* **What you will do**
Which lines in the records below include the word "roads"? Report each of them in full.

++++++++++++++++++++

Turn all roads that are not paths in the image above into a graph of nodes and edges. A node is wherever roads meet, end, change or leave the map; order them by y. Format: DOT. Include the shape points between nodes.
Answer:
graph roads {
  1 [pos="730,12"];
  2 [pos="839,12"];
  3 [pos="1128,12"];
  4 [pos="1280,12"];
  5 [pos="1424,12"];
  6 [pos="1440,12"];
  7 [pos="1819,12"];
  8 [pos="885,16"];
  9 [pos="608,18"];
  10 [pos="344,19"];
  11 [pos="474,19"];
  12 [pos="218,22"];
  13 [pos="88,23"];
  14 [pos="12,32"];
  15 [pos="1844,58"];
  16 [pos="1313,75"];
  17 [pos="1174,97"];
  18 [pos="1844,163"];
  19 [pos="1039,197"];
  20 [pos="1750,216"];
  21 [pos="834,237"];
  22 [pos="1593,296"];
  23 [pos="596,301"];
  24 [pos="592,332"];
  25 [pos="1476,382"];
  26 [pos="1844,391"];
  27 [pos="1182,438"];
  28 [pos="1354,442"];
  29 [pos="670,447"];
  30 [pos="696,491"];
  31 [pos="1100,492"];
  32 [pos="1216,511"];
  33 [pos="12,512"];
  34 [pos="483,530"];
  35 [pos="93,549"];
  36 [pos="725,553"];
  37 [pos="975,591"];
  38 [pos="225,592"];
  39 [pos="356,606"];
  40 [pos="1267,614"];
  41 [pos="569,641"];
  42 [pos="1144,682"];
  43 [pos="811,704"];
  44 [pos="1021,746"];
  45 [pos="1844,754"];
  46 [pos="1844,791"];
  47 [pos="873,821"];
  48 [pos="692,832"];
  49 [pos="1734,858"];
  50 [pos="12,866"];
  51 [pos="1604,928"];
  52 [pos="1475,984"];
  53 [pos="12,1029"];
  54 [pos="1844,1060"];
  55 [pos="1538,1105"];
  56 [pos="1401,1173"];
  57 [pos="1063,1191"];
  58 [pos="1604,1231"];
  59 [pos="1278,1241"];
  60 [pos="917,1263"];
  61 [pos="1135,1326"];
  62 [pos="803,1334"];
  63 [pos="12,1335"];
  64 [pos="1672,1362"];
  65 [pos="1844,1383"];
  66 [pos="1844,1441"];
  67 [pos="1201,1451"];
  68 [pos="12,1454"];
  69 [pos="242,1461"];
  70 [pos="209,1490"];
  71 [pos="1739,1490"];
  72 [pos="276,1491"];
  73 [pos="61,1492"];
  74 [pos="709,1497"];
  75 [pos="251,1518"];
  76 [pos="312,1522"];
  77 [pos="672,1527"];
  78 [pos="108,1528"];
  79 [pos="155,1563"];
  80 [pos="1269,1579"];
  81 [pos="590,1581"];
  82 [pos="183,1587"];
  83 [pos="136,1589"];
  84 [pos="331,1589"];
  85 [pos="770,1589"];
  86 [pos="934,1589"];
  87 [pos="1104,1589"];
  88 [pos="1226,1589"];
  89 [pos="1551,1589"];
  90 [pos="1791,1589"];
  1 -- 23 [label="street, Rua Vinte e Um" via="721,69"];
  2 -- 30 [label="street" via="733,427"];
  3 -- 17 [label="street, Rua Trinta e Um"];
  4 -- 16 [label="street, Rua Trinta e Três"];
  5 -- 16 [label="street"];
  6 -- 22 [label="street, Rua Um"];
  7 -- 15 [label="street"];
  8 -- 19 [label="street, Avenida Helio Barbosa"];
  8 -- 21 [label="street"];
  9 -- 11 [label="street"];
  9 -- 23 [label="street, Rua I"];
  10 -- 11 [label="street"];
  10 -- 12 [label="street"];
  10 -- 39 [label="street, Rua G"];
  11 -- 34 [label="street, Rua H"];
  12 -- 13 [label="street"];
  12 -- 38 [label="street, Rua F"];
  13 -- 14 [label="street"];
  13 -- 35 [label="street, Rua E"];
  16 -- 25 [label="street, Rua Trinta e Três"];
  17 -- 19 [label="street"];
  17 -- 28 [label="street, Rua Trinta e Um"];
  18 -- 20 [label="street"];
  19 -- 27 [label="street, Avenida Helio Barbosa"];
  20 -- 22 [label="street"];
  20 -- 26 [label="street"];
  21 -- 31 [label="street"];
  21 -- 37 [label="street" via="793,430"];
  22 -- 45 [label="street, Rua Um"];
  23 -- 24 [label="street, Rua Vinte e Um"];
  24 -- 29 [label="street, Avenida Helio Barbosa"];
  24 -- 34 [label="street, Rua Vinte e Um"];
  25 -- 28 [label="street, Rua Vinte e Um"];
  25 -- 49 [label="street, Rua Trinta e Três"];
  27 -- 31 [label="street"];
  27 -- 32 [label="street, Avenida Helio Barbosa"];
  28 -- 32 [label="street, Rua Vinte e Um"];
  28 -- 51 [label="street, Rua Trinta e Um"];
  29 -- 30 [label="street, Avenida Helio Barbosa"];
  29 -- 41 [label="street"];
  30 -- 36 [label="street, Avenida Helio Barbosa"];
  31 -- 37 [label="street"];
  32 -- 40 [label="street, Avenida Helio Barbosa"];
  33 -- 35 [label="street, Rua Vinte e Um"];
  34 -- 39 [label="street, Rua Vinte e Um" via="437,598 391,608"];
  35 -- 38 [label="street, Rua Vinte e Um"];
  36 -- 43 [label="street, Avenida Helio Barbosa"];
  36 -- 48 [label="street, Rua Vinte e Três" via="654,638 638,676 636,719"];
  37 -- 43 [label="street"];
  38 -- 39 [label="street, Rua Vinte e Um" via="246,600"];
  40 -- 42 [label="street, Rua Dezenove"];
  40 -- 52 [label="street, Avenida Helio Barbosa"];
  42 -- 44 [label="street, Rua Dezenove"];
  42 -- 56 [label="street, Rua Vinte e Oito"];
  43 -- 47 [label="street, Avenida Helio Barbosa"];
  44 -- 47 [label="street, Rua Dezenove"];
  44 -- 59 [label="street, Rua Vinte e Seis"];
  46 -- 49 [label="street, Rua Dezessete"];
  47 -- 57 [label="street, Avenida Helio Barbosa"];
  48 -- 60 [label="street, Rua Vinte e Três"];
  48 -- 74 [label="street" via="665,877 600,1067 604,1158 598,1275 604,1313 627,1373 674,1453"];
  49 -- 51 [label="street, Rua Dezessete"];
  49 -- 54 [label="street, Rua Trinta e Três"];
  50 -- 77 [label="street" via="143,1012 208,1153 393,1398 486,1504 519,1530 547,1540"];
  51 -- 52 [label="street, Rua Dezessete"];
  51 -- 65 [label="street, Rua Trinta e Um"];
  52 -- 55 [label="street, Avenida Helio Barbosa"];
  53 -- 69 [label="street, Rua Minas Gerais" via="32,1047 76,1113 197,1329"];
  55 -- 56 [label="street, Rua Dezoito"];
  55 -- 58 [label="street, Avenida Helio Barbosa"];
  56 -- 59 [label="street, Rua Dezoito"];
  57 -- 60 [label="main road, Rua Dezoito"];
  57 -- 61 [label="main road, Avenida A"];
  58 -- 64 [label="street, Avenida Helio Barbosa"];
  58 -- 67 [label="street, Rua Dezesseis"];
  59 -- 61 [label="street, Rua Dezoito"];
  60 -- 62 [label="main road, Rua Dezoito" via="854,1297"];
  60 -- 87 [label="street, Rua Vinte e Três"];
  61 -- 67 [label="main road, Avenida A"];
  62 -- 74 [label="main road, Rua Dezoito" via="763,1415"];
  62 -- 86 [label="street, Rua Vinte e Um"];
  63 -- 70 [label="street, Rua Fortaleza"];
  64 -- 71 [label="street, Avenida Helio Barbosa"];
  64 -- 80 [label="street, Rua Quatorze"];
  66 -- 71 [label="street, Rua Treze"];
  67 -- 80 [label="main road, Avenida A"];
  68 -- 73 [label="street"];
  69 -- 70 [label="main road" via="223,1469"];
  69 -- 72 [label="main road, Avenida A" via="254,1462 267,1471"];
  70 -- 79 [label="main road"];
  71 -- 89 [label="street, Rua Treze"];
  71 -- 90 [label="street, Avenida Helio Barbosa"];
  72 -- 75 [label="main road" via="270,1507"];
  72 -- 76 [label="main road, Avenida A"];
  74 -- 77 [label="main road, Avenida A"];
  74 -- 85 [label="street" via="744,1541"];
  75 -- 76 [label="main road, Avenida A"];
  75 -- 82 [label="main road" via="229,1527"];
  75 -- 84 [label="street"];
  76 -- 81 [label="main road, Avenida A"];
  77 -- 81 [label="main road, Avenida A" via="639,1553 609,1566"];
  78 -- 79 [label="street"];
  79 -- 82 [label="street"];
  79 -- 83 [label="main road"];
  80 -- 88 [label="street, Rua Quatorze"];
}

++++++++++++++++++++

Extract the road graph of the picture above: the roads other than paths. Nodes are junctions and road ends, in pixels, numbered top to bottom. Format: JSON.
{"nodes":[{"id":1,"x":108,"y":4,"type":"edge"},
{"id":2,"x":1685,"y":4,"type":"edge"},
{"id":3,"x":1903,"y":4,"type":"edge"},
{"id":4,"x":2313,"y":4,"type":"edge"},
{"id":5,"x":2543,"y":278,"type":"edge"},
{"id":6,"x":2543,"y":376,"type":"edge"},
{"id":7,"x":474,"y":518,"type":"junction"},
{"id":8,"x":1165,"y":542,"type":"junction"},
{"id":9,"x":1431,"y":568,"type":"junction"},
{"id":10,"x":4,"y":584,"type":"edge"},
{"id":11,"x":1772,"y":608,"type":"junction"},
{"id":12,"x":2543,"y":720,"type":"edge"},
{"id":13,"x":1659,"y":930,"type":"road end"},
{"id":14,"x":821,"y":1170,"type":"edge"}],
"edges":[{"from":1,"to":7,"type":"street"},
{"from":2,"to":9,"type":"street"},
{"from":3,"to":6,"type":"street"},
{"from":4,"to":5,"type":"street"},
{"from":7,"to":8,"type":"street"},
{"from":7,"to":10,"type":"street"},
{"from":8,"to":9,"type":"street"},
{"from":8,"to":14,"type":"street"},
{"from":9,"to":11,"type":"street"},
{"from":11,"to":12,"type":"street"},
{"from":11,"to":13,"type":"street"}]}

++++++++++++++++++++

* **Exercise solution**
Turn all roads that are not paths in the image above into a graph of nodes and edges. A node is wherever roads meet, end, change or leave the map; order them by y. Format: DOT. Include the shape points between nodes.
graph roads {
Extract the road graph of the picture above: the roads other than paths. Nodes are junctions and road ends, in pixels, numbered top to bottom. Format: JSON.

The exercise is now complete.